Alluxio Presto Sandbox on AWS
This guide describes how to launch a single node sandbox with Alluxio and Presto preconfigured to run queries.
Overview
The Alluxio-Presto sandbox is an Amazon Machine Image offered on Amazon EC2 and features installations of MySQL, Hadoop, Hive, Presto, and Alluxio.
The goal of this guide is to show how Alluxio can improve Presto’s query performance by reading through Alluxio to access locally cached data, originally stored in an Amazon S3 bucket.
Prerequisites
Launch an EC2 instance with Presto + Alluxio stack
Open the web console
Open a web browser and navigate to the EC2 console, logging in with your credentials when prompted. Note the AWS region in the upper right corner.
Click on the region to open a dropdown of available regions. It is recommended to select the region that is geographically closest to your computer.
On the left sidebar, click the Instances
link to arrive at the following page:
Click the blue Launch Instance
button. This will navigate you to the first of several steps to launch an instance.
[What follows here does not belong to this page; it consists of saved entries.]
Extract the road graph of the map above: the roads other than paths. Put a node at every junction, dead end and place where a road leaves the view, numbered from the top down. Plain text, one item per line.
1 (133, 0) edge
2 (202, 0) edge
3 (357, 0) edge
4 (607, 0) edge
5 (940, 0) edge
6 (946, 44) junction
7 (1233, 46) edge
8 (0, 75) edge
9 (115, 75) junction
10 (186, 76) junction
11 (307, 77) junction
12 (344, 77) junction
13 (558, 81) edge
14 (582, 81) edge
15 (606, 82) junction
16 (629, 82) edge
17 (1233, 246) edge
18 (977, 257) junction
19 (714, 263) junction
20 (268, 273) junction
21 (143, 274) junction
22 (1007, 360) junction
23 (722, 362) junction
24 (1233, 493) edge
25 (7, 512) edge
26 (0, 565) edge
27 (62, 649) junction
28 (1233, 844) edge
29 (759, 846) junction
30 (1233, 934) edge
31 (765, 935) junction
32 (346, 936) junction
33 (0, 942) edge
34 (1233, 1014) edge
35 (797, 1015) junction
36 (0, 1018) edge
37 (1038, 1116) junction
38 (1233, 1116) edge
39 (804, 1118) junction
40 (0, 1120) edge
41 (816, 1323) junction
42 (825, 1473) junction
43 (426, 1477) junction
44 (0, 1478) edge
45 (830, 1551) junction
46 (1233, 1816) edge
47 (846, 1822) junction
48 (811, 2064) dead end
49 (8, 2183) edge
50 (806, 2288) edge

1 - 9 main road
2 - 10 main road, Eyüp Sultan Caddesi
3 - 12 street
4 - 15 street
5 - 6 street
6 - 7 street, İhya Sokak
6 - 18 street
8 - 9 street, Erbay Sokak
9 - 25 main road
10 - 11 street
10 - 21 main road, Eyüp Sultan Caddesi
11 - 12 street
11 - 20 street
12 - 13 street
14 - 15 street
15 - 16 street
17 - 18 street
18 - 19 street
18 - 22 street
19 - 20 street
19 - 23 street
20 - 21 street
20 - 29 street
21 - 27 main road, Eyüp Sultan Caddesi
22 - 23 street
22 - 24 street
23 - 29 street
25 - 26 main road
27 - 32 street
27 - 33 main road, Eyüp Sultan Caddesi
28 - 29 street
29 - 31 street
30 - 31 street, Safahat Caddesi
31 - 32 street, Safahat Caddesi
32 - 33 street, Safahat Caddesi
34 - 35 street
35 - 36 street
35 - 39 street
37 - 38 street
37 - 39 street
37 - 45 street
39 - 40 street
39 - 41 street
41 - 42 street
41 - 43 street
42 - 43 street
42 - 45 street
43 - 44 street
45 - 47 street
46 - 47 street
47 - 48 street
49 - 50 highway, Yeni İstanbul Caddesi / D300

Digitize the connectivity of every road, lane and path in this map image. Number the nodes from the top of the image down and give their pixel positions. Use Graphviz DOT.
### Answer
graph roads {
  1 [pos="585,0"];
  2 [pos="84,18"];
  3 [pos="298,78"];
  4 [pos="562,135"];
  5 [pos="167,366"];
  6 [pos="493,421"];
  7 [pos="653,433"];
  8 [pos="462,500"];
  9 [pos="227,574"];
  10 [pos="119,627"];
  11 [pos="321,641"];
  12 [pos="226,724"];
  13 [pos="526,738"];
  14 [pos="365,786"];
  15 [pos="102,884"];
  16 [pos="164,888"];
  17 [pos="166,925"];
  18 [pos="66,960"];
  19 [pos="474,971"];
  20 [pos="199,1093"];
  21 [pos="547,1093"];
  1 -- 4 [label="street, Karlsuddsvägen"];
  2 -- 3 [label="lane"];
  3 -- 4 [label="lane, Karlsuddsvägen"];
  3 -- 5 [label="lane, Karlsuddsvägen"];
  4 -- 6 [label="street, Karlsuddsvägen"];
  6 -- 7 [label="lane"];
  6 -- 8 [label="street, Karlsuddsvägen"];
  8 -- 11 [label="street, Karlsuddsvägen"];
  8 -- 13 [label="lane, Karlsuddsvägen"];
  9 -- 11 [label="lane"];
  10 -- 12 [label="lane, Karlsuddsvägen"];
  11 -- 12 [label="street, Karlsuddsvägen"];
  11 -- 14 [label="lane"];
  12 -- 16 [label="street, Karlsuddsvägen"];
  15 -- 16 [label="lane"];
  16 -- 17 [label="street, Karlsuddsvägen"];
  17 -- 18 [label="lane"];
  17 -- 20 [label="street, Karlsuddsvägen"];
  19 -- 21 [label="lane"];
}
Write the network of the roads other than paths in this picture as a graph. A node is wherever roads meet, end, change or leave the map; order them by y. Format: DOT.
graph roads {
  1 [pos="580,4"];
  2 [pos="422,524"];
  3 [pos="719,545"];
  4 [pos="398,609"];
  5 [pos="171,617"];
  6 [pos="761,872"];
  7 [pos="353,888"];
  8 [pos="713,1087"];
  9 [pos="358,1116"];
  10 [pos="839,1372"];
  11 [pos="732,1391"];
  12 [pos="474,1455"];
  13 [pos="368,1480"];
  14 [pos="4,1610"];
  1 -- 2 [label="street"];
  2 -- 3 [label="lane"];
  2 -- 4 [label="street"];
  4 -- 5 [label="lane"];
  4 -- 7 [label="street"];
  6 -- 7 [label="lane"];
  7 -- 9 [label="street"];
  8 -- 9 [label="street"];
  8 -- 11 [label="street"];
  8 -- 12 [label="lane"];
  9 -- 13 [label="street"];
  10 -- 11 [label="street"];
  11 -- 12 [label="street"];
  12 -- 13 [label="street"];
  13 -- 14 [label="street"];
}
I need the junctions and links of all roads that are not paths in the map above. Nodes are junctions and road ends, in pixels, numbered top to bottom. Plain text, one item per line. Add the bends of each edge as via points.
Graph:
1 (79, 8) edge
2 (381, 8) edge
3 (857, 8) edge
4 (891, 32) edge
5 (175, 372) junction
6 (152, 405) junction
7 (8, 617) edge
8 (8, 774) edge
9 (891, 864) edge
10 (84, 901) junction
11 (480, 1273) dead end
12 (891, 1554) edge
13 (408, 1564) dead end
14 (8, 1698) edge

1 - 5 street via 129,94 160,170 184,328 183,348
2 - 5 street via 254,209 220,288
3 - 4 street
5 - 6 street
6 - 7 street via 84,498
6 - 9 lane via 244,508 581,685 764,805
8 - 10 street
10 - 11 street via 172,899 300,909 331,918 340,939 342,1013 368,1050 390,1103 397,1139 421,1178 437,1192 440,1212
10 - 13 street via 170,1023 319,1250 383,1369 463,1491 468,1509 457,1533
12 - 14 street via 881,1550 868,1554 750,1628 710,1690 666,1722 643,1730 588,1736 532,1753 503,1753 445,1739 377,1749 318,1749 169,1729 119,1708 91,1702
Choose an Amazon Machine Image (AMI) and Instance type
In the left sidebar, there are 4 categories: Quick Start, My AMIs, AWS Marketplace, and Community AMIs. Click on AWS Marketplace
and search for the Alluxio-Presto sandbox AMI by typing alluxio-presto-sandbox
in the search bar. Exactly one result should appear; click on its blue Select
button to proceed.
Note that each AMI has a unique ID in the form ami-xxxxxxxxxxxxxxxxx
. This ID differs depending on which AWS region was selected. If you would like to launch the AMI with spot instances, click on Community AMIs
and among the 2 selections, choose the one with the shorter name. The AMI with the longer name is derived from the shorter one but is constrained by the limitations imposed by AWS Marketplace.
Among the large table of instance types and their specifications, scroll down to search for the r4.4xlarge
instance type.
Warning:
r4.4xlarge
is provisioned with the minimum amount of resources needed to run this AMI. Choosing a different instance type may result in unexpected errors.
Select it and click 6. Configure Security Group
in horizontal row of steps near the top. Steps 3, 4, and 5 are skipped because we can use their default values.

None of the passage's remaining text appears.